The daughter of Russian Jewish immigrants, Sandra Berenson, born in a shetl in Vilna as Senda Valvrojenski, came to Boston, Massachusetts at age seven. Emigrating in 1874, her father (Albert) a peddler, changed the family name to Berenson. Berenson attended the Boston Latin School and the Boston Normal School for Gymnastics, where her health improved, and she became interested in gymnastics. Berenson invented basketball for women modifying the men’s game.
In 1892, Berenson became the Director of Physical Training at Smith College, Northampton, Massachusetts at the new Alumnae Gymnasium. Berenson observed Dr. James Naismith’s new game of basketball at Springfield College and then organized the first women’s basketball game in 1892 at Smith College. Known as the “Mother of Women’s Basketball,” Berenson remarked in her speech, “Basketball for Women,” that “in January, 1892 - Smith College introduced it,” and from “that day to this it has been by far the most popular game in that college.” The first official game pitted the Smith sophomores against the freshman at Alumnae Gymnasium on March 22, 1893. To avoid the roughness of the men’s game, Berenson adapted the rules for women: dividing the court into zones, prohibiting snatching the ball from another player, allowing five to ten players on a team, and emphasizing teamwork. In June, 1899 at the Physical Training Conference to draw up modified rules for women’s basketball, participants selected Berenson to author the official rules. Berenson edited Spalding’s Athletic Library Basket Ball for Women in 1901, explaining the women’s game avoided “undue physical exertion.” Berenson chaired the U.S. Women’s Basketball Committee from 1905-1917, popularizing women’s basketball throughout the country at colleges, schools, YMCA’s and YWHA’s.

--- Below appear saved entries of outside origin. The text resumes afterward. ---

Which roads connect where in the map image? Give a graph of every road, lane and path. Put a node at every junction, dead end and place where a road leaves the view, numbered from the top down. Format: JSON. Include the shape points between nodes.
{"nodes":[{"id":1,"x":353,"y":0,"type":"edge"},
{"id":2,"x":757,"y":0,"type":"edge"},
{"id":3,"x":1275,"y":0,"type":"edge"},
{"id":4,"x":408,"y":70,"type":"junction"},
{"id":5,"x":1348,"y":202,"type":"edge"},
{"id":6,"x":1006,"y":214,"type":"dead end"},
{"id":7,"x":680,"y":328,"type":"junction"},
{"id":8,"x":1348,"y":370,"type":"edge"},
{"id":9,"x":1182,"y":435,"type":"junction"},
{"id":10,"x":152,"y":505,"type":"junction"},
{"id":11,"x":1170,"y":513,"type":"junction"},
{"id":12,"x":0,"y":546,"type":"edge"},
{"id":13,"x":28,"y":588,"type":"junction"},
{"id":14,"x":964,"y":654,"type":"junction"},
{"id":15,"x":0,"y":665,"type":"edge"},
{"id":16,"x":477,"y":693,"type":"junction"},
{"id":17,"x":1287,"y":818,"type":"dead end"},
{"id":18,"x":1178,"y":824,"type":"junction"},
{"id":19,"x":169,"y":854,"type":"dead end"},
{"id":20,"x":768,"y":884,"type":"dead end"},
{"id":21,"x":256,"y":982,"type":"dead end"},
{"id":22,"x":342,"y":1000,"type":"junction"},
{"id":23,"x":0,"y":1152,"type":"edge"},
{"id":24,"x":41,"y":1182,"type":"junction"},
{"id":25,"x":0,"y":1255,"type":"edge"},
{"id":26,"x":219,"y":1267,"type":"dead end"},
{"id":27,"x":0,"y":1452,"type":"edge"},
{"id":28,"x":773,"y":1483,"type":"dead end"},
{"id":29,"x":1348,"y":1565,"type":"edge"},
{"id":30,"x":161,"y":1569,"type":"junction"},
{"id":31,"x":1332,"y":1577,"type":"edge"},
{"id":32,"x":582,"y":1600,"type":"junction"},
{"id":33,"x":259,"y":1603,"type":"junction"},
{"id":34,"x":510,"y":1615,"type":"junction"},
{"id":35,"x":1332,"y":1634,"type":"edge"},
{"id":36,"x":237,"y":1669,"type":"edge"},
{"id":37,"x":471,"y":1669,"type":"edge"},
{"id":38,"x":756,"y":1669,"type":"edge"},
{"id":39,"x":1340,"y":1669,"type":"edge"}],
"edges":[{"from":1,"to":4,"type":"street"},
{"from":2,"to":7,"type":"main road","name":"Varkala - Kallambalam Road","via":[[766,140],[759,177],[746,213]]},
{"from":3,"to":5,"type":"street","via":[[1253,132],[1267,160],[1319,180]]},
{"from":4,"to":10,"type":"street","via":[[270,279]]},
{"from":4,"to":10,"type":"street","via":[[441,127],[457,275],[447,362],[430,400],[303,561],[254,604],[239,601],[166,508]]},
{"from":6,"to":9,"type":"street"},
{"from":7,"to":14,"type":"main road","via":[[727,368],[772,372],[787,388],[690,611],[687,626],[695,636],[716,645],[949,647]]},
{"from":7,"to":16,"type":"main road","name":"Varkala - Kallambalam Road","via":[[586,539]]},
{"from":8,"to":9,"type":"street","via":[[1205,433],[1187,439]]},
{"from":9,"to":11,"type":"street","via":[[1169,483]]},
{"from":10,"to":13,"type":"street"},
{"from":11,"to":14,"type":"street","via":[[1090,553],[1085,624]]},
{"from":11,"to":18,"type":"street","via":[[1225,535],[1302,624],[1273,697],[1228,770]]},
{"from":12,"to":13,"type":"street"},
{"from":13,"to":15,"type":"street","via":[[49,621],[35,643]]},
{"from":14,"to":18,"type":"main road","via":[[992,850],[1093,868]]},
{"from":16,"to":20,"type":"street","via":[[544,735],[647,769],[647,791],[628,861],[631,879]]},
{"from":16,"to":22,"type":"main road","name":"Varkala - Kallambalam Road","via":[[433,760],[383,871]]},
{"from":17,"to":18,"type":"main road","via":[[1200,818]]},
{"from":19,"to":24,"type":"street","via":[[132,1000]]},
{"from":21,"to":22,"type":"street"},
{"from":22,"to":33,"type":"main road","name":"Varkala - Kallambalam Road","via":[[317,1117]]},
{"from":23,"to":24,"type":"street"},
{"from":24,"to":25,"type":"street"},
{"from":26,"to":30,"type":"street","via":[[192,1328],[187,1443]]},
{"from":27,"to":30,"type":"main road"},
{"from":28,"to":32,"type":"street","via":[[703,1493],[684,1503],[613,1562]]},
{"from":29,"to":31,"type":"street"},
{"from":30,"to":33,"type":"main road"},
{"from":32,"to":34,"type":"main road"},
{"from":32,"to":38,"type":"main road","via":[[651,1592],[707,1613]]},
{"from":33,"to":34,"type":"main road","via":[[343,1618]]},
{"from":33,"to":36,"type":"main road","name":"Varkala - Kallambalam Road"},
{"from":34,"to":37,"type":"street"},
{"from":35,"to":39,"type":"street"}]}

Retiring from Smith in 1911, Berenson married Herbert Abbott on January 15, 1911. After leaving Smith, she chaired the Physical Education Department at Burnham School in Northampton until 1921.
As the pioneer of women’s basketball, Sandra Berenson Abbott became one of the first three women to be enshrined in the Basketball Hall of Fame on July 1, 1985. Berenson Abbott became the first Jewish woman to receive this honor when she was elected as a Contributor to the Basketball Hall of Fame in 1984.